Дочь поспешила было в комнату, но отец поймал ее за рукав.

— Прежде чем передать тебе его, я задумался: Джон — юноша замечательный, пылкий, мне бы смотреть на вас да радоваться, только что-то мне нерадостно, и ты знаешь почему…

— Отец, Джон сам выбрал путь. И меня не интересуют его политические взгляды.

— Зато меня интересуют! В наших краях орудуют изменники, и это дело рук Джона. Разным там Блейкам, О’Даудам и Мак-Доннелам вздумалось поиграть в восстание, а Джон их баламутит. И нашей семье не к лицу ввязываться в такие дела.

— Мне можно идти, отец?

— Отродясь такой упрямицы не видел. Впрочем, видел — твою матушку. Ты пошла характером в Мак-Брайдов, а не в Трейси.

— Отец, мне нет никакого дела ни до повстанцев, ни до английского короля. Мне важнее всего Джон, и довольно об этом. Какой нескончаемой чепухой мужчины порой забивают себе головы.

Трейси рассмеялся.

— Может, ты и права. Ну иди, читай скорее письмо.

А корабли, войдя в залив, не опускали паруса.
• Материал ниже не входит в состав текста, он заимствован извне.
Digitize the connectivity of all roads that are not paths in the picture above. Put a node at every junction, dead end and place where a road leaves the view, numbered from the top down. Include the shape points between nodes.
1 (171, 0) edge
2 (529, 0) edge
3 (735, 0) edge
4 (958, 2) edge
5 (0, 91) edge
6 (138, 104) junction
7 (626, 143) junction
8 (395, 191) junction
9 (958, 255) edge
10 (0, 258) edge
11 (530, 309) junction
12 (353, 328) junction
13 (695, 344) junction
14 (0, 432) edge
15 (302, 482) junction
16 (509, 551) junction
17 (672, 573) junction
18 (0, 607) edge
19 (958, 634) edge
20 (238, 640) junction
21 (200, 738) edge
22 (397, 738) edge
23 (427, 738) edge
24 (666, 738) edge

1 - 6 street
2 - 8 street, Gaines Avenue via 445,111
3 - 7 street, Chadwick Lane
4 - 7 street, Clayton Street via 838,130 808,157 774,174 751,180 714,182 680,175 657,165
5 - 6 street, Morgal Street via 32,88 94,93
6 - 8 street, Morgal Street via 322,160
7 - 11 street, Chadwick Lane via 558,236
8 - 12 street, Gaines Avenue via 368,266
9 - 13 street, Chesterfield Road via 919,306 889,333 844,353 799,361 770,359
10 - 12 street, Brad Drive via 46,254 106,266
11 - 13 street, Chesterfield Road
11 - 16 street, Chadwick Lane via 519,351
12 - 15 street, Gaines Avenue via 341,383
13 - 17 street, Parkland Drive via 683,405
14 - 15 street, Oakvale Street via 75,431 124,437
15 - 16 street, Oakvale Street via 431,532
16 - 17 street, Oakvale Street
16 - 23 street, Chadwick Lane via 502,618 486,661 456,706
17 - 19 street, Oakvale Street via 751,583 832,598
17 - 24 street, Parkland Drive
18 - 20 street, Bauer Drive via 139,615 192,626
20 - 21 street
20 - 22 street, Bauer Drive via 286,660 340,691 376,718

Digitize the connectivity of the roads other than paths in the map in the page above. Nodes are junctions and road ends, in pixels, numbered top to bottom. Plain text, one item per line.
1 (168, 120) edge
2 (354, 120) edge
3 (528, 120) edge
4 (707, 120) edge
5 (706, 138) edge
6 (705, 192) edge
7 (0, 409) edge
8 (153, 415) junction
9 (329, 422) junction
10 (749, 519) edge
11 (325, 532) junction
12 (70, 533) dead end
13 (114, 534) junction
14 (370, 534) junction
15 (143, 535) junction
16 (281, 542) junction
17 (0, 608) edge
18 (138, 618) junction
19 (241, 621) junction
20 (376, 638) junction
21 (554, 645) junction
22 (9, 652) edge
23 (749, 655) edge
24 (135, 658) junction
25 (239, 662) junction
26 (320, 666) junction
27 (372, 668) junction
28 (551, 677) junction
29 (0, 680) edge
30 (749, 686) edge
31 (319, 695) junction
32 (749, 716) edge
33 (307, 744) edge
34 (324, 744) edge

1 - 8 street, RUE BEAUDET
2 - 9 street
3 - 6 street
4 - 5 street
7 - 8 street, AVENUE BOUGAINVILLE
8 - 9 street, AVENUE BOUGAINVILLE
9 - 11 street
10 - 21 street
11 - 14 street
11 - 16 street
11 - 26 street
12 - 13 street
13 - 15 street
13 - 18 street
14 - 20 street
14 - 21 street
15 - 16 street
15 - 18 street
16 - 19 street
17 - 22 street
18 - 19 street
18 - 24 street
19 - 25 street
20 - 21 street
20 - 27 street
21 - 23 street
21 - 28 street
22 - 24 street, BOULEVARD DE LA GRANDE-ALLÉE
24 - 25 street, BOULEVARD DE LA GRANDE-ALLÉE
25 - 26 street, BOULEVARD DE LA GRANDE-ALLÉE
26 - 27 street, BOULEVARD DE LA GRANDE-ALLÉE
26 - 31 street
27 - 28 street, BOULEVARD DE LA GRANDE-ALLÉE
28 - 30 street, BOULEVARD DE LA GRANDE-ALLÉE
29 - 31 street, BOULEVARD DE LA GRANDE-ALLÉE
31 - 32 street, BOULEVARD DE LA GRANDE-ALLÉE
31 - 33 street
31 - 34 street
В десять утра лучше всех видел корабли Крейтон — он рассматривал их в телескоп, выписанный лордом Гленторном-отцом из Лондона. Крейтон понял, что корабли военные, и ясно, что направлялись они не в Киллалу, а в маленькую килкумминскую бухту в пяти милях к западу. На этом навигационные познания его кончались. Шли корабли под британским флагом, и Крейтон тоже рассудил, что они каким-то образом отбились от эскадры Уоррена. И повернул телескоп, чтобы лучше рассмотреть небольшой мост, который его люди возводили уже три недели.
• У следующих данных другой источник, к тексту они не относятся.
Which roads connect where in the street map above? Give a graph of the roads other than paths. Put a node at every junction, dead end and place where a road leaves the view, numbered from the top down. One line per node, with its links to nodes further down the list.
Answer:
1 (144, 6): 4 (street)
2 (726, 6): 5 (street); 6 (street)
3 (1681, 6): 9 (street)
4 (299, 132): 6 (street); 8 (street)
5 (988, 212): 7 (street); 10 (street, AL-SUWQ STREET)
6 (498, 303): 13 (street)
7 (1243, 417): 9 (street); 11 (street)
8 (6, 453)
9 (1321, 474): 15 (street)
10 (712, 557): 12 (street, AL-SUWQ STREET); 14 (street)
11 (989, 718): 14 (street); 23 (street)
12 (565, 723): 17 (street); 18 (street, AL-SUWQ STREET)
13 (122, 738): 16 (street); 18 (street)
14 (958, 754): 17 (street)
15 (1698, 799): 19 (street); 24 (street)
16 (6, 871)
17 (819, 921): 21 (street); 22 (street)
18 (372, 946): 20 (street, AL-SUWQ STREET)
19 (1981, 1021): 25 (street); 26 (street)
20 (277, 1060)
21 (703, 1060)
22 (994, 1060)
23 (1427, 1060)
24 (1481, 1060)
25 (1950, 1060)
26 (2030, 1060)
Джордж Мур обмакнул перо в чернила и продолжал: «Сами идеи, породившие революцию, послужили причиной, благодаря которой революции суждено было выйти за пределы Франции. Поначалу на нее ополчились все европейские монархии, поэтому война носила оборонительный характер. Так представлялось и самим революционерам: „Республика в опасности“. Но, по существу, они породили, взрастили и оформили новое представление о человеке, о человеческих возможностях. Подобные открытия — редкость в истории, и никогда не замыкаются они в границах, прихотливо отмеченных на картах. В Польше, Ирландии, Германии, Голландии, Бельгии у революции появились как друзья, так и недруги, для тех и других было довольно того, что она свершилась. В нашей жизни личности, вершащие великие дела, как правило, не знают подлинных причин, их на эти дела подвигающих».

К часу дня корабли бросили якорь в килкумминской бухте и спустили на воду шлюпки. Купер выстроил йоменов на Дворцовой площади и приготовился встречать гостей. Йомены, одетые по форме, выглядели недурно, хотя Купер знал: английские офицеры удостоят их лишь снисходительным взглядом. Он расправил белый жилет на круглом брюшке и возложил руку на эфес шпаги, отчаянно напрягая мысль в поисках приветственных слов, сколь же учтивых, столь и сердечных.

В два часа, отобедав, Крейтон вернулся к телескопу и вновь нацелил его на корабли. Флагов на них уже не было. По прибрежной дороге к Киллале двигалась колонна, человек двести. Впереди шли три знаменосца, ни одного из знамен Крейтон не опознал. Одно — зеленое. А на головном судне по флагштоку медленно полз многоцветный, но не британский стяг.